ARLINGTON, Va. — Visa has eliminated a fee on foreign transactions after realizing it was charging U.S. troops on bases considered U.S. soil, a company spokeswoman said Tuesday.

Since 1986, Visa has charged a 1 percent fee for currency exchange; for example, changing dollars into euros, said Rhonda Bentz, vice president of public affairs.

Then in the spring, the credit card company decided to charge the fee for all transactions on foreign soil, Bentz said.

But Visa realized, or was informed, that overseas bases are U.S. soil, legally, and ended the practice. It still will impose the fee for currency exchange.

Bentz stressed that the fee is assessed to member banks who then determine whether to charge individual cardholders or “eat it.”

By charging the fee for all foreign transactions, Visa hoped the member banks and other financial institutions would pay more of their “fair share,” she said.
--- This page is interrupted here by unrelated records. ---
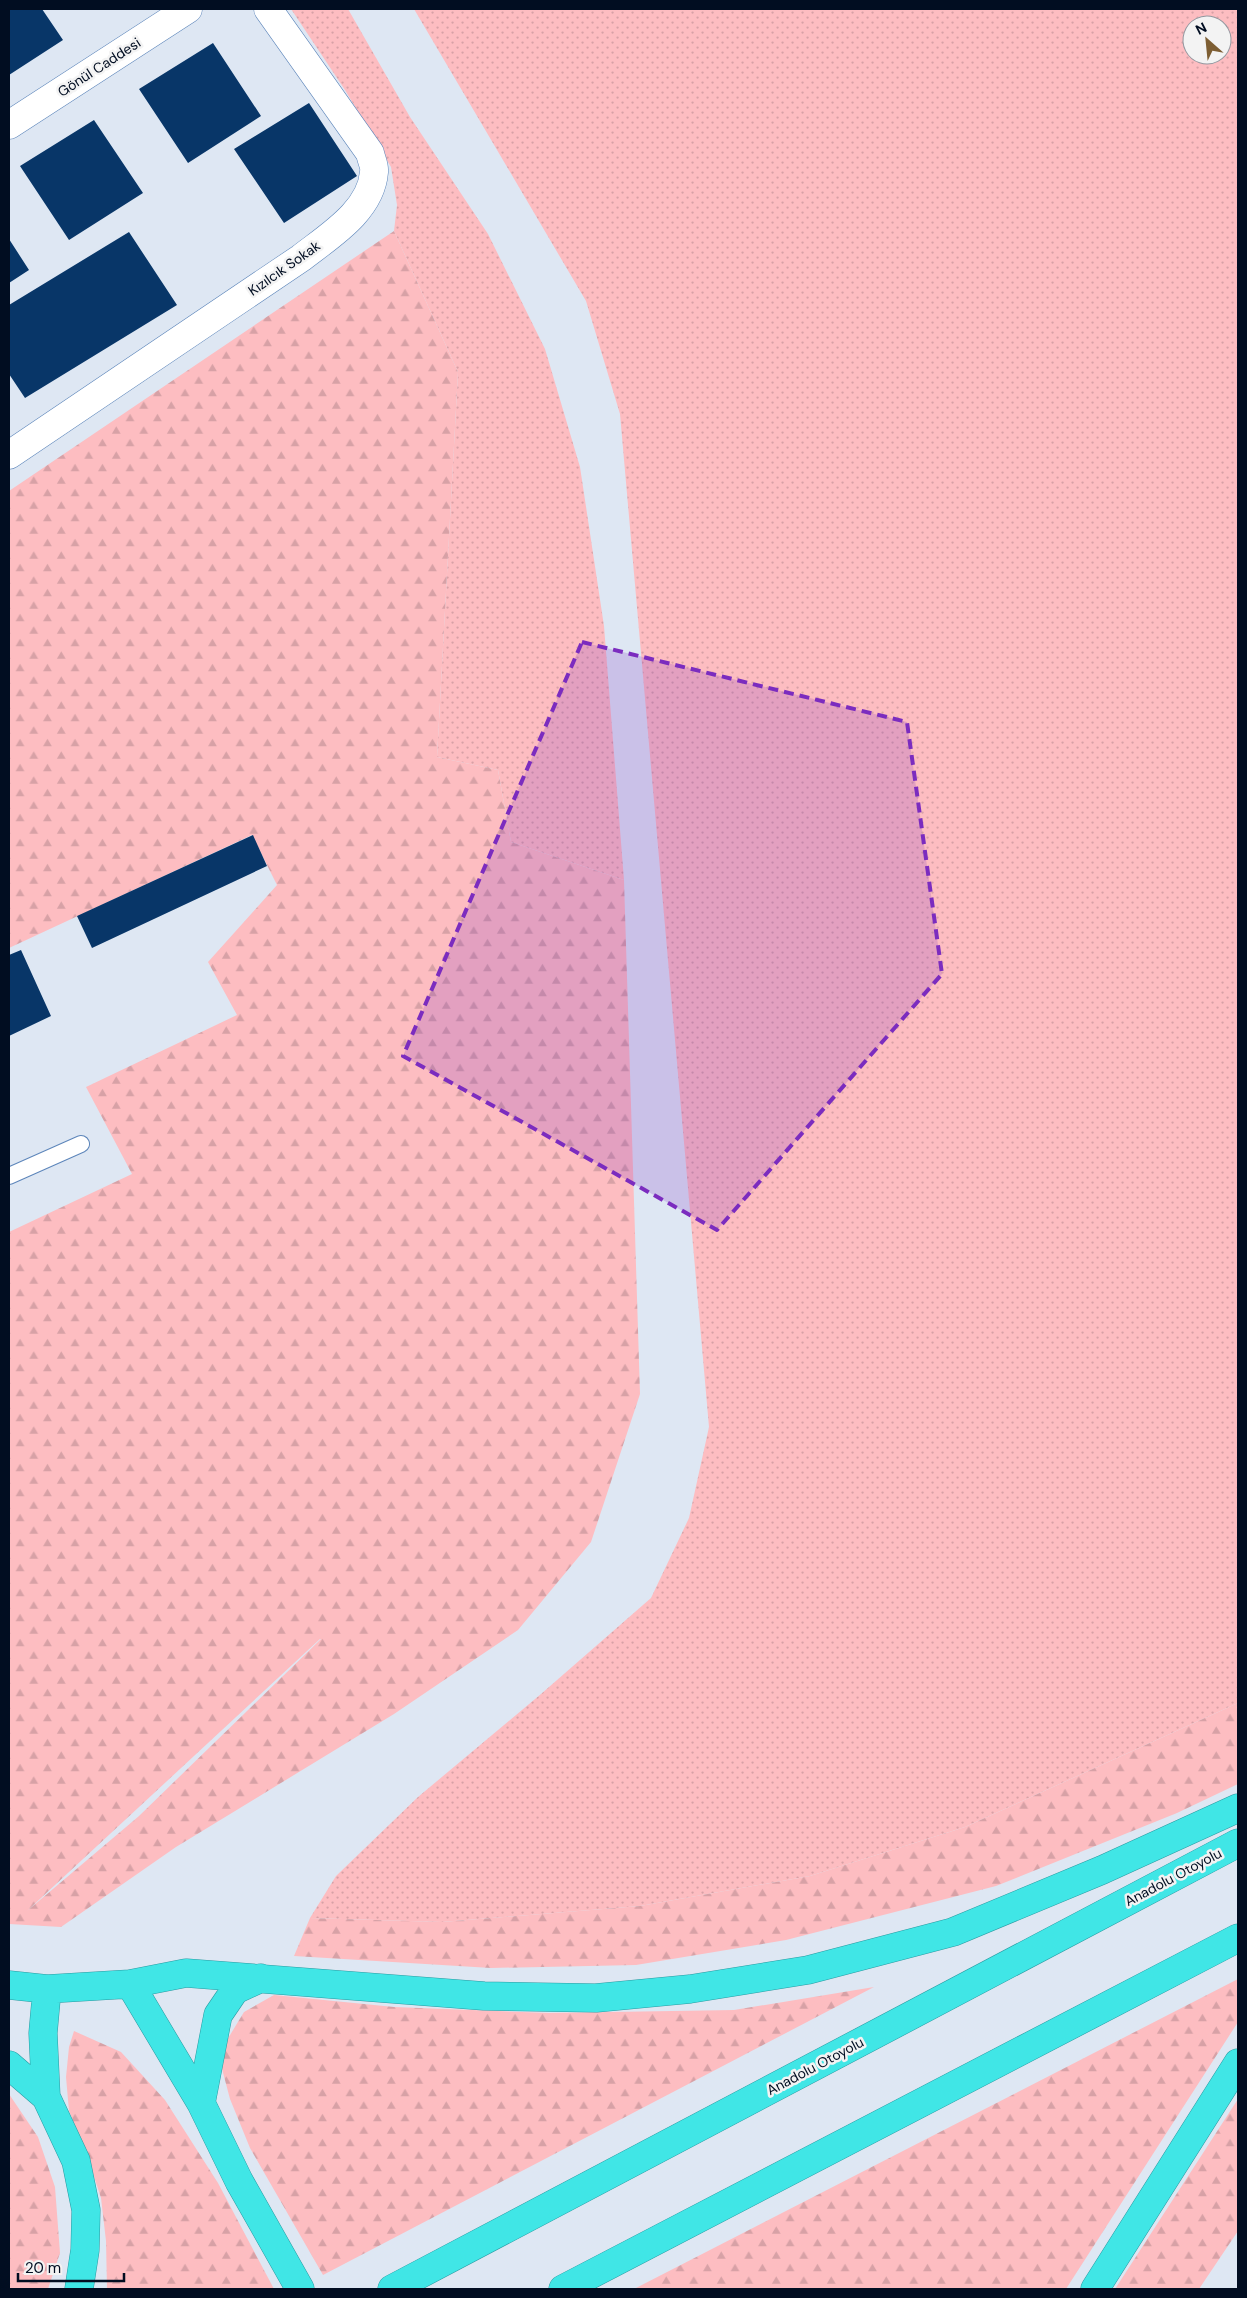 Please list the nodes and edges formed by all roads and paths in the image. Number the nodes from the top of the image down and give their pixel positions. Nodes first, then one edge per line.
1 (188, 9) edge
2 (268, 9) edge
3 (9, 126) edge
4 (9, 455) edge
5 (81, 1144) dead end
6 (9, 1176) edge
7 (1238, 1808) edge
8 (1238, 1843) edge
9 (1238, 1938) edge
10 (261, 1978) junction
11 (130, 1984) junction
12 (9, 1985) edge
13 (47, 1989) junction
14 (1238, 2063) edge
15 (9, 2065) edge
16 (46, 2097) junction
17 (201, 2103) junction
18 (79, 2289) edge
19 (300, 2289) edge
20 (392, 2289) edge
21 (563, 2289) edge
22 (1095, 2289) edge

1 - 3 street, Gönül Caddesi
2 - 4 street, Kızılcık Sokak
5 - 6 lane
7 - 10 highway
8 - 20 highway, Anadolu Otoyolu
9 - 21 highway
10 - 11 highway
10 - 17 highway
11 - 13 highway
11 - 17 highway
12 - 13 highway
13 - 16 highway
14 - 22 highway
15 - 16 highway
16 - 18 highway
17 - 19 highway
On June 9, Visa repealed the fee for single currency transactions, Bentz said. So if U.S. troops do not convert money to make a purchase, the fee does not apply, she said.
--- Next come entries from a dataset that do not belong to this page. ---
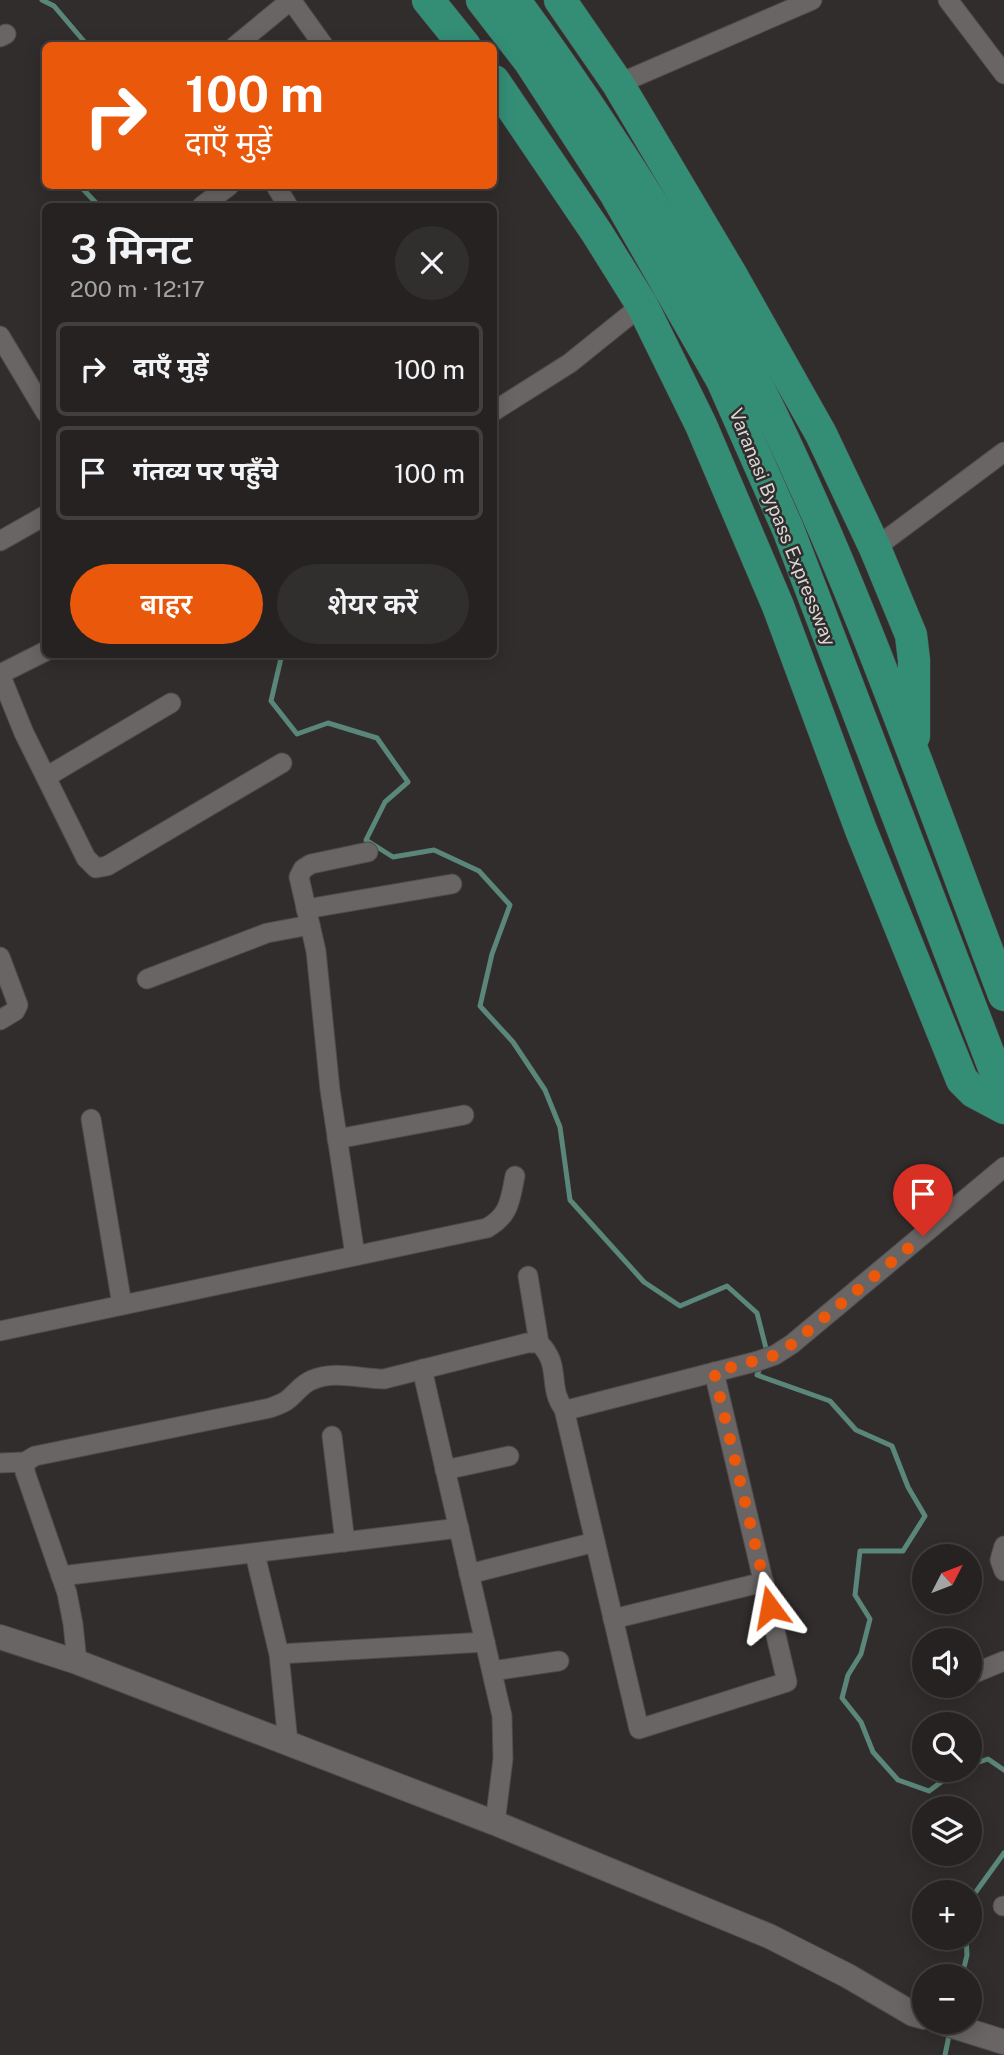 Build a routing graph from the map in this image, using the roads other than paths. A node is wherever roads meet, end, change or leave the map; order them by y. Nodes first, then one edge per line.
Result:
1 (291, 0) edge
2 (428, 0) edge
3 (482, 0) edge
4 (514, 0) edge
5 (560, 0) edge
6 (812, 0) edge
7 (948, 0) edge
8 (240, 42) edge
9 (321, 42) edge
10 (462, 42) edge
11 (1004, 74) edge
12 (497, 85) edge
13 (618, 85) junction
14 (225, 189) edge
15 (206, 203) edge
16 (642, 306) junction
17 (0, 336) edge
18 (42, 406) edge
19 (497, 409) edge
20 (1004, 452) edge
21 (42, 517) edge
22 (0, 541) edge
23 (875, 548) junction
24 (42, 653) edge
25 (0, 674) edge
26 (171, 703) dead end
27 (914, 757) junction
28 (282, 763) dead end
29 (46, 777) junction
30 (368, 852) dead end
31 (452, 884) dead end
32 (308, 917) junction
33 (0, 957) edge
34 (147, 979) dead end
35 (1004, 995) edge
36 (0, 1020) edge
37 (1004, 1094) edge
38 (1004, 1108) edge
39 (464, 1115) dead end
40 (91, 1119) dead end
41 (337, 1139) junction
42 (1004, 1167) edge
43 (515, 1176) dead end
44 (355, 1255) junction
45 (528, 1276) dead end
46 (122, 1305) junction
47 (1, 1328) edge
48 (540, 1343) junction
49 (422, 1369) junction
50 (714, 1372) junction
51 (564, 1409) junction
52 (332, 1436) dead end
53 (509, 1456) dead end
54 (25, 1462) junction
55 (0, 1463) edge
56 (445, 1470) junction
57 (459, 1528) junction
58 (345, 1542) junction
59 (595, 1542) junction
60 (1004, 1546) edge
61 (256, 1554) junction
62 (1004, 1571) edge
63 (469, 1574) junction
64 (61, 1576) junction
65 (764, 1582) junction
66 (612, 1619) junction
67 (0, 1637) edge
68 (485, 1642) junction
69 (279, 1654) junction
70 (559, 1661) dead end
71 (1004, 1661) edge
72 (77, 1662) junction
73 (982, 1670) edge
74 (492, 1671) junction
75 (288, 1743) junction
76 (495, 1823) junction
77 (912, 2011) edge
78 (978, 2034) edge
79 (1004, 2042) edge

1 - 8 street
1 - 9 street
2 - 10 highway
3 - 37 highway, Varanasi Bypass Expressway
4 - 27 highway, Varanasi Bypass Expressway
5 - 13 highway
6 - 13 street
7 - 11 street
12 - 16 highway
13 - 23 highway
14 - 15 street
16 - 19 street
16 - 38 highway
17 - 18 street
20 - 23 street
21 - 22 street
23 - 27 highway
24 - 25 street
25 - 29 street
26 - 29 street
27 - 35 highway, Varanasi Bypass Expressway
28 - 29 street
30 - 32 street
31 - 32 street
32 - 34 street
32 - 41 street
33 - 36 street
39 - 41 street
40 - 46 street
41 - 44 street
42 - 50 street
43 - 44 street
44 - 46 street
45 - 48 street
46 - 47 street
48 - 49 street
48 - 51 street
49 - 54 street
49 - 56 street
50 - 51 street
50 - 65 street
51 - 59 street
52 - 58 street
53 - 56 street
54 - 55 street
54 - 64 street
56 - 57 street
57 - 58 street
57 - 63 street
58 - 61 street
59 - 63 street
59 - 66 street
60 - 62 street
61 - 64 street
61 - 69 street
63 - 68 street
64 - 72 street
65 - 66 street
65 - 66 street
67 - 72 street
68 - 69 street
68 - 74 street
69 - 75 street
70 - 74 street
71 - 73 street
72 - 75 street
74 - 76 street
75 - 76 street
76 - 77 street
78 - 79 street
Also Tuesday, Bentz said it is up the banks to decide whether to waive the fee for U.S. troops.

“I don’t know if we even know it’s a member of the U.S. armed forces making a transaction,” she said.

Sgt. 1st Class Alen Schulze said soldiers would likely use base bank machines more often.
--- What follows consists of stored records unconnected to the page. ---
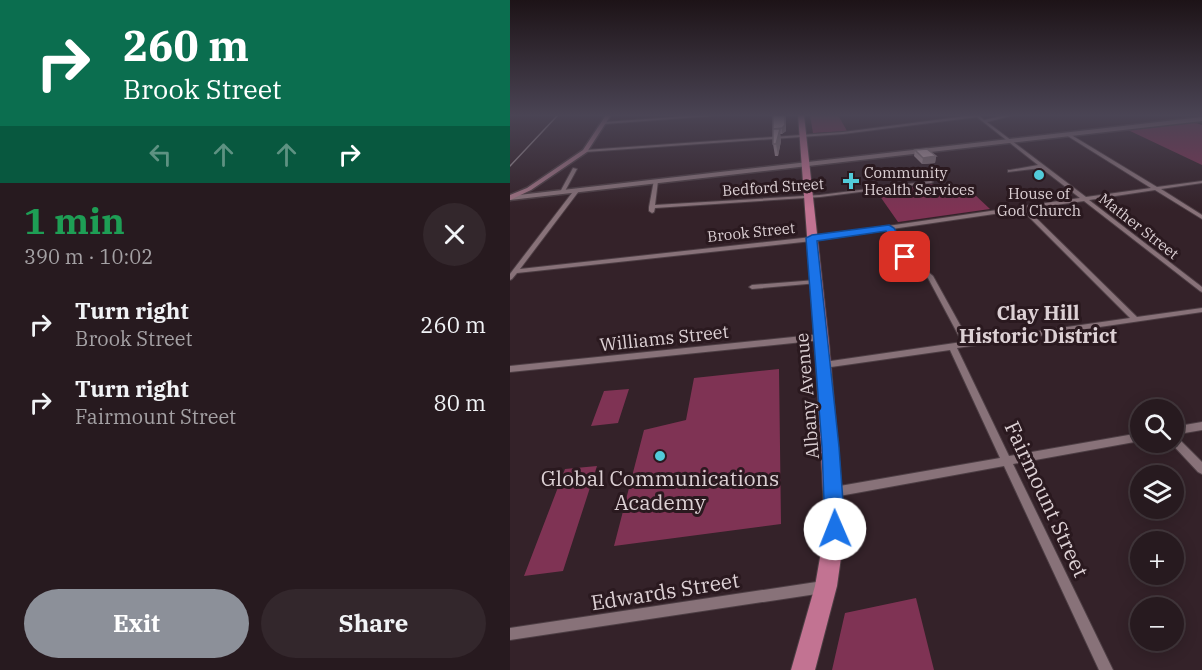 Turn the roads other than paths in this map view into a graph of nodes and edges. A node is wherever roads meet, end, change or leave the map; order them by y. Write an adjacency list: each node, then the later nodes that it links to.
1 (588, 146): 7 (main road)
2 (649, 146): 7 (street)
3 (803, 146): 8 (highway, Albany Avenue)
4 (962, 146): 8 (street)
5 (1016, 146): 9 (street, Mather Street)
6 (1087, 146): 16 (street)
7 (585, 151): 12 (main road)
8 (804, 164): 13 (street); 20 (highway, Albany Avenue)
9 (1043, 166): 11 (street); 22 (street, Mather Street)
10 (575, 169): 18 (street)
11 (1010, 171)
12 (538, 181): 19 (street); 21 (main road)
13 (656, 181): 17 (street); 20 (street, Bedford Street)
14 (931, 182): 20 (street, Bedford Street)
15 (1202, 182): 16 (street, Brook Street)
16 (1156, 188): 22 (street, Brook Street); 24 (street)
17 (577, 190): 18 (street); 27 (street)
18 (562, 192): 19 (street)
19 (553, 193): 21 (street)
20 (808, 197): 26 (highway, Albany Avenue)
21 (510, 198)
22 (1085, 199): 23 (street, Brook Street); 31 (street, Mather Street)
23 (1023, 208): 25 (street, Brook Street); 33 (street)
24 (1202, 217)
25 (889, 228): 26 (street, Brook Street); 35 (street)
26 (812, 238): 27 (street, Brook Street); 29 (highway, Albany Avenue)
27 (515, 271): 28 (street)
28 (510, 278)
29 (816, 282): 30 (street); 34 (highway, Albany Avenue)
30 (752, 287)
31 (1202, 290)
32 (1202, 310): 33 (street)
33 (1135, 319): 35 (street)
34 (822, 338): 37 (highway, Albany Avenue); 38 (street, Williams Street)
35 (966, 343): 36 (street)
36 (952, 346): 37 (street); 43 (street, Fairmount Street)
37 (824, 365): 45 (highway, Albany Avenue)
38 (510, 369)
39 (1202, 426): 40 (street)
40 (1184, 429)
41 (1130, 439): 43 (street)
42 (1184, 450): 44 (street)
43 (1008, 460): 45 (street); 49 (street, Fairmount Street)
44 (1202, 469)
45 (834, 492): 46 (highway, Albany Avenue)
46 (826, 586): 47 (street, Edwards Street); 48 (highway, Albany Avenue)
47 (510, 634)
48 (804, 670)
49 (1106, 670)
“Which brings another problem,” Schulze said. “Young soldiers walking around with loads of Euros in their pockets.”

Schulze said he was surprised that no exception was made for servicemembers serving overseas.

“I would think that a company like Visa would try to assist the soldiers a bit more,” Schulze said.

Community Bank has posted signs saying that as of Sept. 1, it will follow the Via guidelines, charging the 1 percent for currency exchange, but no fees on transactions simply because they’re not in the continental United States.

Reporter Russ Rizzo contributed to this report from Darmstadt, Germany.